● Brief
Each record needs to be retyped exactly, though its pictures should not appear.

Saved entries

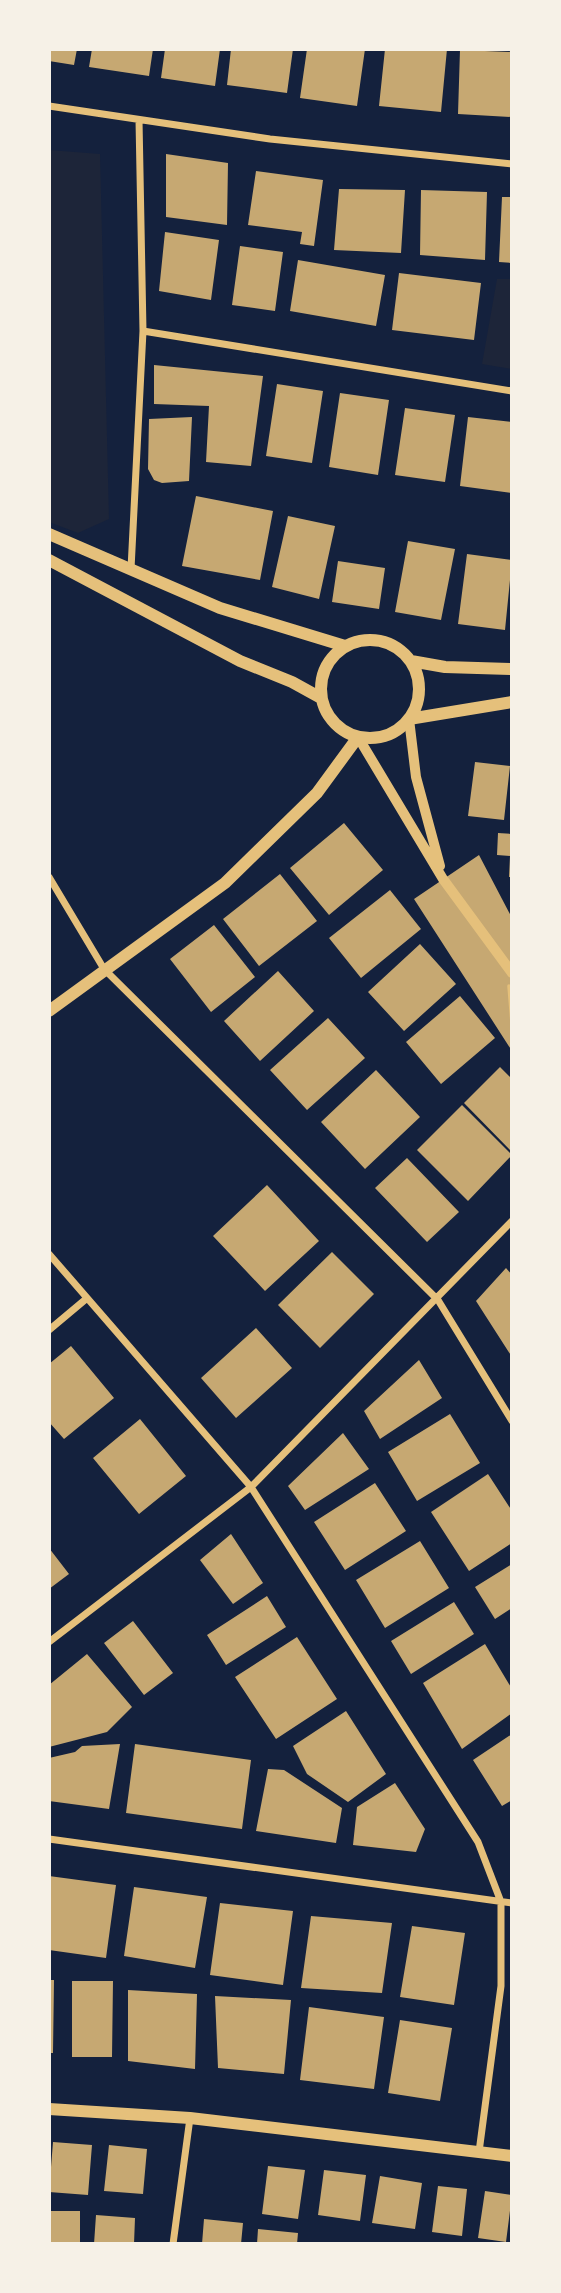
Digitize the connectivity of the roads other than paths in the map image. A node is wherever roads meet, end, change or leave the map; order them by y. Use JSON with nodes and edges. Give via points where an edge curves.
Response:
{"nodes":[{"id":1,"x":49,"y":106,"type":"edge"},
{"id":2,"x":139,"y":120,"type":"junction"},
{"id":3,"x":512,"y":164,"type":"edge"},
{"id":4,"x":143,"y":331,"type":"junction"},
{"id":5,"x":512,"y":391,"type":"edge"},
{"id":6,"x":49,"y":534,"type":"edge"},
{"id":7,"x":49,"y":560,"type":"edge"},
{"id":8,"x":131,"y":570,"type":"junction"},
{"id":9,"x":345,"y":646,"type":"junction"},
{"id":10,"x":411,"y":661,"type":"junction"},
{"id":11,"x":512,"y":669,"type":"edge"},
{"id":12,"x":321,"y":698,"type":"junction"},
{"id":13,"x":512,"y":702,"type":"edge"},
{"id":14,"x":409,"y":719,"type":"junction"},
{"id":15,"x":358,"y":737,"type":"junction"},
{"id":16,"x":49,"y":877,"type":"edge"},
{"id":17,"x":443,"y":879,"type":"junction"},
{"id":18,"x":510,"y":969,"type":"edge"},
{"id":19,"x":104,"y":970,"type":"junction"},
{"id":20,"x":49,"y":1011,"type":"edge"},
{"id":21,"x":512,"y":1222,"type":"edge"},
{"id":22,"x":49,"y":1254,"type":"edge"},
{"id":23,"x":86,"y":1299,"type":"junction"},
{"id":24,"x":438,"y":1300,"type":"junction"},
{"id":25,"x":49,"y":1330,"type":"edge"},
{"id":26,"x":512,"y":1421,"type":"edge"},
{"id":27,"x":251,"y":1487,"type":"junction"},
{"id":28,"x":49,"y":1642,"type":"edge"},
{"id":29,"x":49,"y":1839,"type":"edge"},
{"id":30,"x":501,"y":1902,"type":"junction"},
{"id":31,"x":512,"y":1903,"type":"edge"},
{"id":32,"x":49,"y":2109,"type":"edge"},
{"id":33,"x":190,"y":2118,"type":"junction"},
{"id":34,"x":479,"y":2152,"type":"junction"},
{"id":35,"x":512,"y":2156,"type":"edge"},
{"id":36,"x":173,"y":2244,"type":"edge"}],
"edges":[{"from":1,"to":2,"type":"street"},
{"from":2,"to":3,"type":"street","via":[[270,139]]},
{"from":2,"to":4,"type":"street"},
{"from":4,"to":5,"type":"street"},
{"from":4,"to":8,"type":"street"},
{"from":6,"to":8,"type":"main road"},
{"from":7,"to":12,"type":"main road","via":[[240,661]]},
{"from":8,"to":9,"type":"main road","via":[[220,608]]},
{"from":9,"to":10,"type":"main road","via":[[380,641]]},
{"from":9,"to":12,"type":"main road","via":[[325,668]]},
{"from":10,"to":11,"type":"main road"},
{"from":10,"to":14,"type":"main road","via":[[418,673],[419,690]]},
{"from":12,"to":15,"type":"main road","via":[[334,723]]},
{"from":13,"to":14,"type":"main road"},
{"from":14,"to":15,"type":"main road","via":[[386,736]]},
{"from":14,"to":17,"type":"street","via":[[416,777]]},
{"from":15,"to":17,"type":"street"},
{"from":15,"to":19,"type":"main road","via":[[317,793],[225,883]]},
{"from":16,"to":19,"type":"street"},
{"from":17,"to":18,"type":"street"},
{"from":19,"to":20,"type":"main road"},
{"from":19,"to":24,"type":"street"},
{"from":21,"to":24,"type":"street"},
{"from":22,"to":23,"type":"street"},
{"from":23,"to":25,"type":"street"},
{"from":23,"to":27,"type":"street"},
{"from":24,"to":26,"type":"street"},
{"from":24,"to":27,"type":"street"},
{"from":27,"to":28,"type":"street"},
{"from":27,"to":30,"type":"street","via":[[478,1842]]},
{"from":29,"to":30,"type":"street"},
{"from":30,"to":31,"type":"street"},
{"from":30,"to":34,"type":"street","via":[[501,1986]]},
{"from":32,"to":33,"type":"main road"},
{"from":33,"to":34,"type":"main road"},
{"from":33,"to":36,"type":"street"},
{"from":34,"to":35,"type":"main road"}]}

● Result of this task
Digitize the connectivity of the roads other than paths in the map image. A node is wherever roads meet, end, change or leave the map; order them by y. Use JSON with nodes and edges. Give via points where an edge curves.
Response:
{"nodes":[{"id":1,"x":49,"y":106,"type":"edge"},
{"id":2,"x":139,"y":120,"type":"junction"},
{"id":3,"x":512,"y":164,"type":"edge"},
{"id":4,"x":143,"y":331,"type":"junction"},
{"id":5,"x":512,"y":391,"type":"edge"},
{"id":6,"x":49,"y":534,"type":"edge"},
{"id":7,"x":49,"y":560,"type":"edge"},
{"id":8,"x":131,"y":570,"type":"junction"},
{"id":9,"x":345,"y":646,"type":"junction"},
{"id":10,"x":411,"y":661,"type":"junction"},
{"id":11,"x":512,"y":669,"type":"edge"},
{"id":12,"x":321,"y":698,"type":"junction"},
{"id":13,"x":512,"y":702,"type":"edge"},
{"id":14,"x":409,"y":719,"type":"junction"},
{"id":15,"x":358,"y":737,"type":"junction"},
{"id":16,"x":49,"y":877,"type":"edge"},
{"id":17,"x":443,"y":879,"type":"junction"},
{"id":18,"x":510,"y":969,"type":"edge"},
{"id":19,"x":104,"y":970,"type":"junction"},
{"id":20,"x":49,"y":1011,"type":"edge"},
{"id":21,"x":512,"y":1222,"type":"edge"},
{"id":22,"x":49,"y":1254,"type":"edge"},
{"id":23,"x":86,"y":1299,"type":"junction"},
{"id":24,"x":438,"y":1300,"type":"junction"},
{"id":25,"x":49,"y":1330,"type":"edge"},
{"id":26,"x":512,"y":1421,"type":"edge"},
{"id":27,"x":251,"y":1487,"type":"junction"},
{"id":28,"x":49,"y":1642,"type":"edge"},
{"id":29,"x":49,"y":1839,"type":"edge"},
{"id":30,"x":501,"y":1902,"type":"junction"},
{"id":31,"x":512,"y":1903,"type":"edge"},
{"id":32,"x":49,"y":2109,"type":"edge"},
{"id":33,"x":190,"y":2118,"type":"junction"},
{"id":34,"x":479,"y":2152,"type":"junction"},
{"id":35,"x":512,"y":2156,"type":"edge"},
{"id":36,"x":173,"y":2244,"type":"edge"}],
"edges":[{"from":1,"to":2,"type":"street"},
{"from":2,"to":3,"type":"street","via":[[270,139]]},
{"from":2,"to":4,"type":"street"},
{"from":4,"to":5,"type":"street"},
{"from":4,"to":8,"type":"street"},
{"from":6,"to":8,"type":"main road"},
{"from":7,"to":12,"type":"main road","via":[[240,661]]},
{"from":8,"to":9,"type":"main road","via":[[220,608]]},
{"from":9,"to":10,"type":"main road","via":[[380,641]]},
{"from":9,"to":12,"type":"main road","via":[[325,668]]},
{"from":10,"to":11,"type":"main road"},
{"from":10,"to":14,"type":"main road","via":[[418,673],[419,690]]},
{"from":12,"to":15,"type":"main road","via":[[334,723]]},
{"from":13,"to":14,"type":"main road"},
{"from":14,"to":15,"type":"main road","via":[[386,736]]},
{"from":14,"to":17,"type":"street","via":[[416,777]]},
{"from":15,"to":17,"type":"street"},
{"from":15,"to":19,"type":"main road","via":[[317,793],[225,883]]},
{"from":16,"to":19,"type":"street"},
{"from":17,"to":18,"type":"street"},
{"from":19,"to":20,"type":"main road"},
{"from":19,"to":24,"type":"street"},
{"from":21,"to":24,"type":"street"},
{"from":22,"to":23,"type":"street"},
{"from":23,"to":25,"type":"street"},
{"from":23,"to":27,"type":"street"},
{"from":24,"to":26,"type":"street"},
{"from":24,"to":27,"type":"street"},
{"from":27,"to":28,"type":"street"},
{"from":27,"to":30,"type":"street","via":[[478,1842]]},
{"from":29,"to":30,"type":"street"},
{"from":30,"to":31,"type":"street"},
{"from":30,"to":34,"type":"street","via":[[501,1986]]},
{"from":32,"to":33,"type":"main road"},
{"from":33,"to":34,"type":"main road"},
{"from":33,"to":36,"type":"street"},
{"from":34,"to":35,"type":"main road"}]}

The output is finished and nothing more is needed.